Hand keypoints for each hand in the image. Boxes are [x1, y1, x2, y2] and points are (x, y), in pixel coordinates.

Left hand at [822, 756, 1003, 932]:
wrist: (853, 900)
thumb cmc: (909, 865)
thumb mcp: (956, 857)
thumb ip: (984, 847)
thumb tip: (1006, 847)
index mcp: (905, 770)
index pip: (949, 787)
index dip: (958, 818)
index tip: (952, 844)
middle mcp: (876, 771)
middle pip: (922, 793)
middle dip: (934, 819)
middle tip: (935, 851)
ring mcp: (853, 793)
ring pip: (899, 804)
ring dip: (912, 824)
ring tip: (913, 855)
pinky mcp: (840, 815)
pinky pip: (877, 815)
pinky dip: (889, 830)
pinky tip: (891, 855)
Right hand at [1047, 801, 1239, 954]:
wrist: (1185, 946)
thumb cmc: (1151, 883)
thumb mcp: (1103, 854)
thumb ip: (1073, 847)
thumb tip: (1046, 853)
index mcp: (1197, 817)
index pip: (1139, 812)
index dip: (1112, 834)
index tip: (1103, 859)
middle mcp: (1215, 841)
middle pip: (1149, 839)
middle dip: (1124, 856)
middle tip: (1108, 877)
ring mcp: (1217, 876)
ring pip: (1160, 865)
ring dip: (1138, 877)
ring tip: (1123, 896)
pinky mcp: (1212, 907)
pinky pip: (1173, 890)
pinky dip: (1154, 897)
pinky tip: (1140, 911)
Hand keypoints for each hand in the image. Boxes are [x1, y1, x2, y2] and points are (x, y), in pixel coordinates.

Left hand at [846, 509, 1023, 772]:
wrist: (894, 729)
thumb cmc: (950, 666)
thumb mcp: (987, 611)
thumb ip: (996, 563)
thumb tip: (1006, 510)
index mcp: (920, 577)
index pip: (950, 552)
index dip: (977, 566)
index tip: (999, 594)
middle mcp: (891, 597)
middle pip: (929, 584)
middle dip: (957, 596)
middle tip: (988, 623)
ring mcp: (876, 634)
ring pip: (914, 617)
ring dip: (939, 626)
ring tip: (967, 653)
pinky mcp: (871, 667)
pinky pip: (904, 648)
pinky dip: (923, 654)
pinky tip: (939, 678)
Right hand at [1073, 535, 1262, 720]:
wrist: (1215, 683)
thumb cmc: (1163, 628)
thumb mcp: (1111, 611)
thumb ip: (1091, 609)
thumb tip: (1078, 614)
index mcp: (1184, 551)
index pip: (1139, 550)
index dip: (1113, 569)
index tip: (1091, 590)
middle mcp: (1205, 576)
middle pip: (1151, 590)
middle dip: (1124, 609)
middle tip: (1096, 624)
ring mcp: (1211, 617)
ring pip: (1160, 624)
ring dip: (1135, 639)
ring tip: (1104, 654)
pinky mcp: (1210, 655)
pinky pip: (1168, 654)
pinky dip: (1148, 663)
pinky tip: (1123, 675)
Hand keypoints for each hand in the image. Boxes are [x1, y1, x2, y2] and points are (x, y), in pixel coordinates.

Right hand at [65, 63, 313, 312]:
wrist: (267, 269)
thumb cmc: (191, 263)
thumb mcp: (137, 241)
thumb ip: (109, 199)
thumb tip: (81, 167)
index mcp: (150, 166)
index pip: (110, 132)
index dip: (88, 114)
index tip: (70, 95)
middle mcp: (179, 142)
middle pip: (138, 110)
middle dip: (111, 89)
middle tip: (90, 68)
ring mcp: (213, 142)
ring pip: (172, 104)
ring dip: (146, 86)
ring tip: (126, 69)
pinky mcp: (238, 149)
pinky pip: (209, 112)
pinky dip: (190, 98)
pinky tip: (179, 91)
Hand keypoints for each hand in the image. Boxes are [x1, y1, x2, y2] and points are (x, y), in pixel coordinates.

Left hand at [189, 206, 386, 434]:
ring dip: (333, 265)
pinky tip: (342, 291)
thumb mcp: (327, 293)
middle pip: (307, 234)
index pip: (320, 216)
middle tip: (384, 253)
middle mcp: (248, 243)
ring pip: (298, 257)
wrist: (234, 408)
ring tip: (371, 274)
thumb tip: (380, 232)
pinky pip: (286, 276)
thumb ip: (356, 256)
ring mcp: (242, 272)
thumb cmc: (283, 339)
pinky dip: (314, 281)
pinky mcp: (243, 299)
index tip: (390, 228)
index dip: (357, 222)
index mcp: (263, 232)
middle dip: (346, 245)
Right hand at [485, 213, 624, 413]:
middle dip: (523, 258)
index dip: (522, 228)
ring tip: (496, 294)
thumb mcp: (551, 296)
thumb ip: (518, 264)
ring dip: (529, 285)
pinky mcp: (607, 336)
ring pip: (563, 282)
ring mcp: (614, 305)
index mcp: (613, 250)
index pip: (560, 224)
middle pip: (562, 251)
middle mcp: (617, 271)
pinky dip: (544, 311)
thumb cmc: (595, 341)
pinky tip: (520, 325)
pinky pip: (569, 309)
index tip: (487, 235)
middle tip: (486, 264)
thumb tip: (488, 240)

* Instructions to follow *
Among the records above, extract exactly the lines from the line with "thumb ip: (109, 199)" to the line with "middle dip: (346, 245)", both lines included, and leave out the rest.

* Reply *
thumb ip: (109, 199)
thumb tip: (81, 167)
index mcp: (150, 166)
index pip: (110, 132)
index dip: (88, 114)
index tip: (70, 95)
middle mcp: (179, 142)
middle pip: (138, 110)
middle dip: (111, 89)
middle tip: (90, 68)
ring mcp: (213, 142)
ring pip: (172, 104)
ring dip: (146, 86)
ring tip: (126, 69)
pinky mcp: (238, 149)
pinky pip: (209, 112)
pinky dip: (190, 98)
pinky tip: (179, 91)
Hand keypoints for each hand in the image. Boxes are [x1, y1, x2, y2] and points are (x, y), in pixel coordinates.

Left hand at [189, 206, 386, 434]:
ring dip: (333, 265)
pinky tip: (342, 291)
thumb mcp: (327, 293)
middle pip: (307, 234)
index pip: (320, 216)
middle tip: (384, 253)
middle mcp: (248, 243)
ring pip: (298, 257)
wrist: (234, 408)
ring tip: (371, 274)
thumb tip: (380, 232)
pinky pip: (286, 276)
thumb ip: (356, 256)
ring mcp: (242, 272)
thumb cmc: (283, 339)
pinky dip: (314, 281)
pinky mcp: (243, 299)
index tip: (390, 228)
index dip: (357, 222)
index mcp: (263, 232)
middle dip: (346, 245)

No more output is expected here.